Joaquín Dobládez.

El ‘aparato’ socialista se ha aprestado raudo a vender la imagen pública de que el susanismo y el sanchismo son ya rémoras del pasado más reciente, una nube negra digna de olvido para propios y extraños, precisamente ahora que sus dos principales protagonistas viven una dulce luna de miel justo en el momento en que los vientos no corren precisamente de cola ni en Andalucía ni tampoco en Madrid. Pero no es oro todo lo que reluce en el socialismo andaluz.

Los dos apellidos –susanista y sanchista– que le afloraron a las centenarias siglas del PSOE en plena guerra de liderazgo hace solo tres años siguen vigentes en la familia. La renovación de la cúpula del PSOE andaluz anunciada oficialmente este lunes para dar “un nuevo impulso” a su hasta ahora inaudito trabajo de oposición es buena muestra de ello.

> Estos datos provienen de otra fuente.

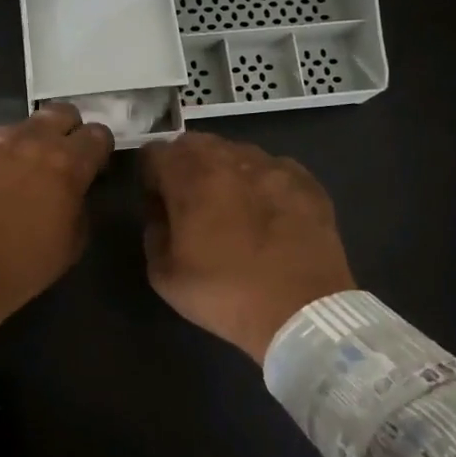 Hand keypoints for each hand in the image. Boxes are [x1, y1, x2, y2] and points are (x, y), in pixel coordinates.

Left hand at [0, 103, 114, 334]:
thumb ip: (80, 204)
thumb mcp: (70, 244)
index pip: (97, 134)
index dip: (97, 149)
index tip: (91, 165)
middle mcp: (28, 138)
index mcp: (65, 163)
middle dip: (64, 131)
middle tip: (55, 159)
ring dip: (19, 146)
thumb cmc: (18, 269)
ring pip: (14, 127)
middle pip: (60, 113)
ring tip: (5, 177)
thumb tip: (75, 188)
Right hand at [138, 133, 355, 362]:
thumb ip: (153, 231)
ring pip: (235, 152)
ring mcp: (272, 166)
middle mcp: (230, 159)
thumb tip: (161, 211)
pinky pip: (272, 168)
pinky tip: (268, 214)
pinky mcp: (306, 181)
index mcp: (190, 177)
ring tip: (234, 208)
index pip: (154, 151)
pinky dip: (262, 183)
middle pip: (194, 144)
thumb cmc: (225, 294)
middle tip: (192, 204)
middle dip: (185, 167)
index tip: (158, 203)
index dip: (150, 176)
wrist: (302, 312)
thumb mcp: (164, 275)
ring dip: (225, 171) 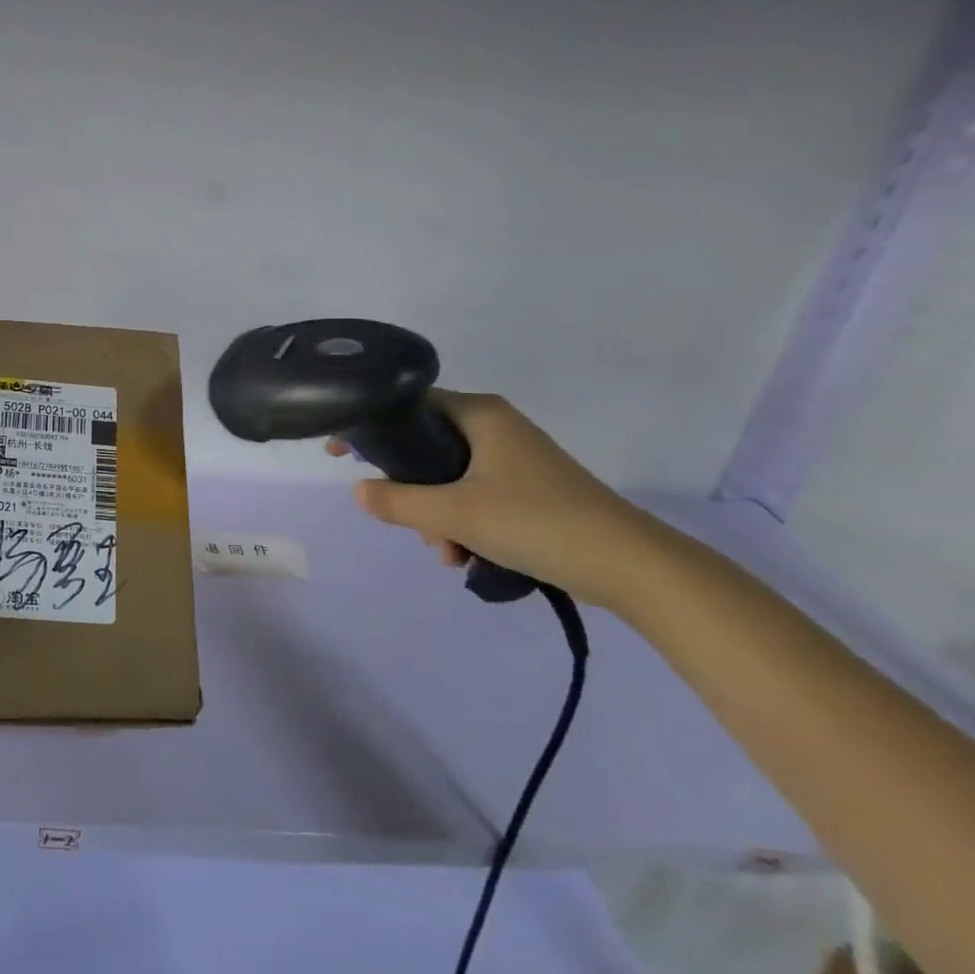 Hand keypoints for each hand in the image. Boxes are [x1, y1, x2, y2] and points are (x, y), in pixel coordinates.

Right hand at [330, 392, 660, 608]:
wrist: (633, 566)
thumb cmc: (537, 522)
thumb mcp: (455, 514)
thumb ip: (398, 501)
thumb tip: (357, 491)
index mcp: (480, 413)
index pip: (407, 406)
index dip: (370, 429)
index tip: (340, 456)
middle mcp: (496, 425)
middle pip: (427, 447)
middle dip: (412, 491)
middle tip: (414, 526)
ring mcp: (517, 457)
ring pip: (450, 477)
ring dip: (437, 515)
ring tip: (448, 553)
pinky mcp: (532, 487)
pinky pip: (476, 494)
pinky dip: (464, 521)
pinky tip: (469, 556)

Ni los socialistas de Andalucía se abren al sanchismo como se ha querido vender vía titulares de prensa ni el susanismo da su brazo a torcer frente al sanchismo. Y mucho menos ambas corrientes se deben dar por muertas y enterradas. Siguen vivas y coleando por los pasillos de San Vicente y Ferraz, sedes andaluza y federal del partido, respectivamente.

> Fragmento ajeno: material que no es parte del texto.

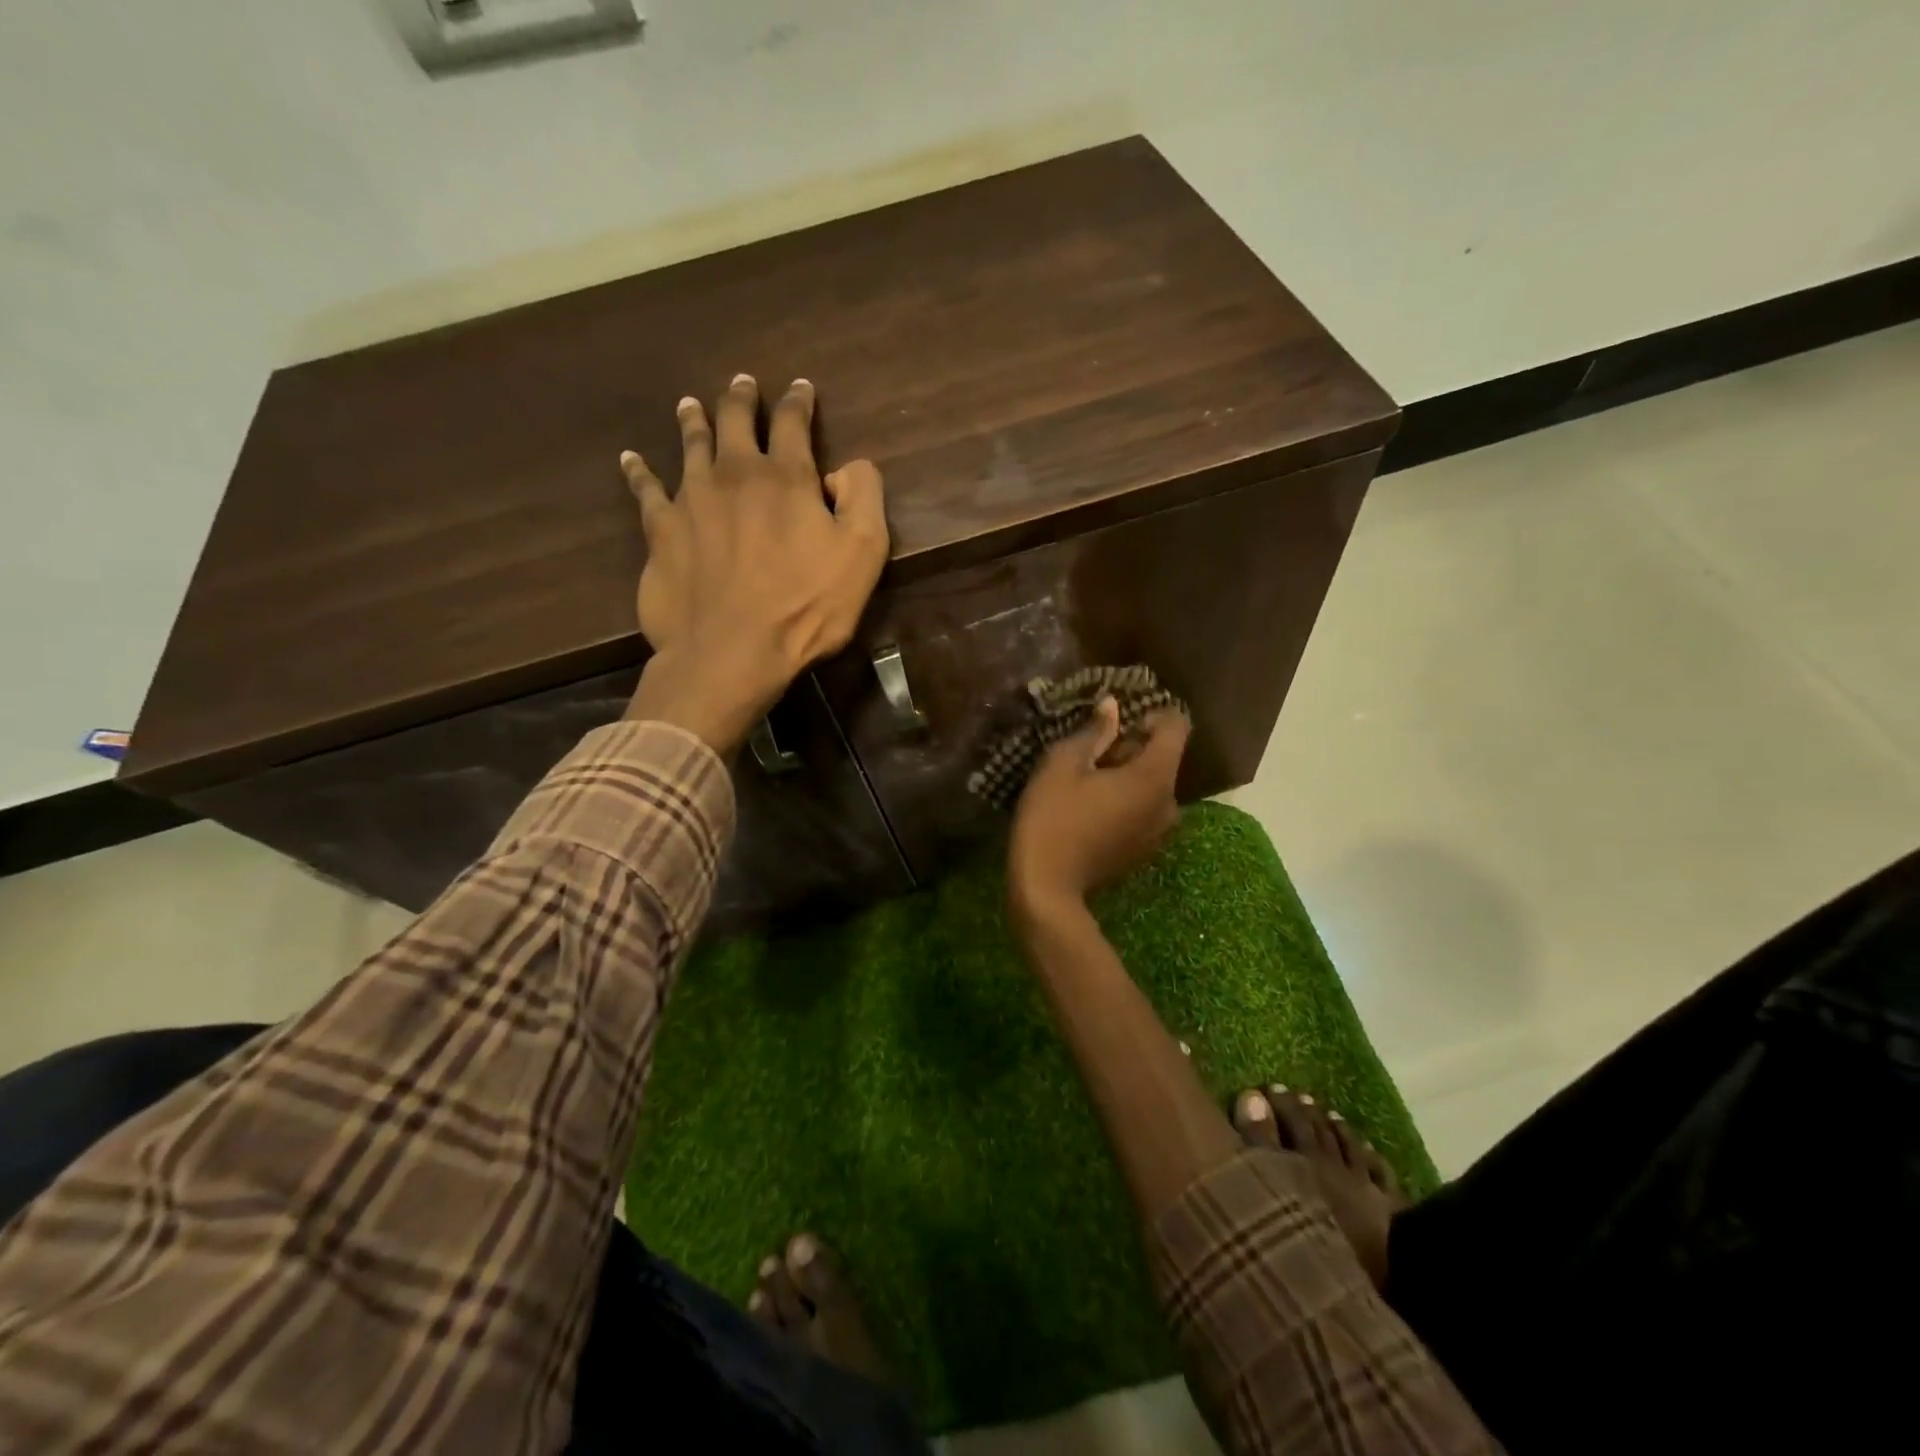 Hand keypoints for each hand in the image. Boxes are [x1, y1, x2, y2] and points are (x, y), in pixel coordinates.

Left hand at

Susana Díaz, en junio de 2018 durante la toma de posesión de Alfonso Rodríguez Gómez de Celis como delegado del Gobierno en Andalucía.

El caso más palpable de esta realidad queda personalizado en el nuevo nombre sobre el que se han colocado todos los focos: Joaquín Dobládez, que ocupaba hasta ahora el cargo de jefe de gabinete de la Subdelegación del Gobierno en Córdoba, después de ser delegado provincial de Cultura y director del Instituto Andaluz de la Juventud de la Junta de Andalucía. A partir de ahora será el nuevo delegado de Transición Ecológica y Cambio Climático del PSOE andaluz a propuesta de la Secretaría General del PSOE, es decir, del propio Pedro Sánchez, según informó el secretario de Organización de los socialistas andaluces, Juan Cornejo, tras la reunión de este lunes de la ejecutiva regional, donde no se escuchó ni una sola voz en contra de la destitución del onubense Mario Jiménez como portavoz del Grupo Socialista en el Parlamento andaluz después de casi una década de fidelidad absoluta a Susana Díaz, incluso a través de su papel como portavoz de la gestora del partido durante la crisis de 2016.

Dobládez es afín al ex diputado Eduardo Madina, que apoyó a Susana Díaz en las primarias frente a Sánchez

El “nuevo impulso” que Susana Díaz quiere dar a su labor como principal partido de la oposición en Andalucía se cimentará, por tanto, a partir de ahora en el trabajo orgánico de cuatro ex consejeros del saliente ejecutivo andaluz, entre ellos el onubense José Fiscal, que será portavoz parlamentario desde septiembre. A este lo acompañarán sus ex compañeros en el último ejecutivo socialista en la Junta Rosa Aguilar, Manuel Jiménez Barrios y Rodrigo Sánchez Haro.

La entrada de Dobládez como supuesto sanchista tiene letra pequeña de origen. Dobládez entra en la ejecutiva regional por designación directa del principal valedor de Pedro Sánchez en Andalucía junto a Carmen Calvo: Alfonso Rodríguez Gómez de Celis. Muy amigos desde sus inicios en el partido, Dobládez también ha compartido una estrecha amistad con Eduardo Madina, el dirigente socialista que disputó en julio de 2014 a Pedro Sánchez y José Antonio Pérez Tapias las primarias para dilucidar quién sustituiría al fallecido Alfredo Pérez Rubalcaba al frente del partido. Posteriormente, Madina apoyó a Susana Díaz en las fatídicas primarias de mayo de 2017 que determinaron que el sitio de Susana Díaz estaría desde entonces de Despeñaperros para abajo.

Por tanto, Dobládez puede ser tildado de forma indirecta de antisusanista confeso por su estrecha amistad con Gómez de Celis, el diputado por Sevilla en el Congreso de los Diputados y actual secretario de Relaciones Institucionales en la ejecutiva federal del PSOE. Pero en ningún caso de sanchista. Su también estrecha amistad con Madina lo delata en este sentido. Y del ex dirigente socialista vasco todos conocen su trayectoria hasta que decidió colgar las botas políticas.